I cover all in depth in my Ruby on Rails 5.1 book. In this post I’d like to give a quick overview of Fragment Caching which is the most used caching method. Often it is the lowest hanging fruit. But I’ve seen plenty of Rails projects where it was used in a way that it actually decreased the speed. Most times because of too long and too complicated cache keys. In those cases it takes more time to calculate the cache key than it would take to render the content of the cache.

I offer consulting and training for Ruby on Rails, Phoenix and WebPerformance. Here’s my email in case you want to hire me: sw@wintermeyer-consulting.de or DM me on Twitter (@wintermeyer)

In case you prefer a video: I’ll add a recording and the slides of my “Cache = Cash” RailsConf talk at the end of this post.

What is Fragment Caching?

A fragment cache stores erb output so that it can be recycled later. The idea is that something time consuming has only to be done once. After the first time the result of a specific erb code is saved in a key/value store and the next time the value will be fetched from that store.

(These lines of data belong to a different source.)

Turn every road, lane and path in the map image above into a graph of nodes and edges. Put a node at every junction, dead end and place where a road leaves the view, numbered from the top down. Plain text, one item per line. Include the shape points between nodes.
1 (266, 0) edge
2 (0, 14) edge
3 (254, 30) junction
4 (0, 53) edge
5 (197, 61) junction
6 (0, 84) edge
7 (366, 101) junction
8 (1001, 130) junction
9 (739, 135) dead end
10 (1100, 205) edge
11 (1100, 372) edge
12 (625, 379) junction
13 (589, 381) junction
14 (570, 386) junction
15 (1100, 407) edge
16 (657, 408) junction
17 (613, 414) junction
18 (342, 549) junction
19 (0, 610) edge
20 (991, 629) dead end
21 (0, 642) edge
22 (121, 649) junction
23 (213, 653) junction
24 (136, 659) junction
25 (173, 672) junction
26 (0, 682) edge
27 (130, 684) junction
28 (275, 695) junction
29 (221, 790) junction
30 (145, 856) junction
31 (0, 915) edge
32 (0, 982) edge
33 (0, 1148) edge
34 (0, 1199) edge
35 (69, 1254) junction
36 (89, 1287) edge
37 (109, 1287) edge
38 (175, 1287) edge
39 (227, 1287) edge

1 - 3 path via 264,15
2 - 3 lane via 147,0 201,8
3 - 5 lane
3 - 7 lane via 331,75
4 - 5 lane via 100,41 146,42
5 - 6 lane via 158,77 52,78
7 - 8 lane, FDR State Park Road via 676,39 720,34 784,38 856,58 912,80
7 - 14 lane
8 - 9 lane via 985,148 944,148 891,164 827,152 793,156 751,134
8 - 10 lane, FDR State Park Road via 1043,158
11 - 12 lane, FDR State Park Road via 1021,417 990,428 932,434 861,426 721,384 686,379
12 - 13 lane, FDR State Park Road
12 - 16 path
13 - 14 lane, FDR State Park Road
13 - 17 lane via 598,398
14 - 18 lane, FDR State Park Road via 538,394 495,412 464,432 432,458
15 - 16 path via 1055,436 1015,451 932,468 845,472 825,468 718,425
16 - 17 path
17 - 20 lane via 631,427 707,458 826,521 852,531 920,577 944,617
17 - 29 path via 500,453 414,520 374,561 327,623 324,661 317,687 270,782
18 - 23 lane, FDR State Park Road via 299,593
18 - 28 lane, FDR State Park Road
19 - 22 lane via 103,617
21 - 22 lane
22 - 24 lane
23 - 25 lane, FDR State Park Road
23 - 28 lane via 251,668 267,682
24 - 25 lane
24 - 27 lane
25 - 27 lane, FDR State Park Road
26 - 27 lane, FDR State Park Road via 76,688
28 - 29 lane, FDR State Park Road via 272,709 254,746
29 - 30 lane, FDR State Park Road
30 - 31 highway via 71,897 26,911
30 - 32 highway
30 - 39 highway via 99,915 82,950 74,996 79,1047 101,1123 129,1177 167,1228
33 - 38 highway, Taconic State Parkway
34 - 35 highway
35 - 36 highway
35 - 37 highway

A simple long running code example would look like this:

<% cache ‘foobar’ do %>
<% for i in 0..5 %>
<% sleep 1 %>
Test
<% end %>
<% end %>

This erb code writes a cache with the key foobar. The first time this page gets fetched by a browser the console log shows this:

Started GET “/page/index” for 127.0.0.1 at 2017–05–27 19:06:16 +0200
Processing by PageController#index as HTML
Rendering page/index.html.erb within layouts/application
Rendered page/index.html.erb within layouts/application (6019.8ms)
Completed 200 OK in 6094ms (Views: 6092.7ms)

The second time the erb code within the cache doesn’t get run. Rails fetches the result from the cache:

Started GET “/page/index” for 127.0.0.1 at 2017–05–27 19:11:20 +0200
Processing by PageController#index as HTML
Rendering page/index.html.erb within layouts/application
Rendered page/index.html.erb within layouts/application (2.9ms)
Completed 200 OK in 25ms (Views: 23.0ms)

Which is a lot faster. Let me show you the difference in a little GIF:

Screencast of the 5 second cache example.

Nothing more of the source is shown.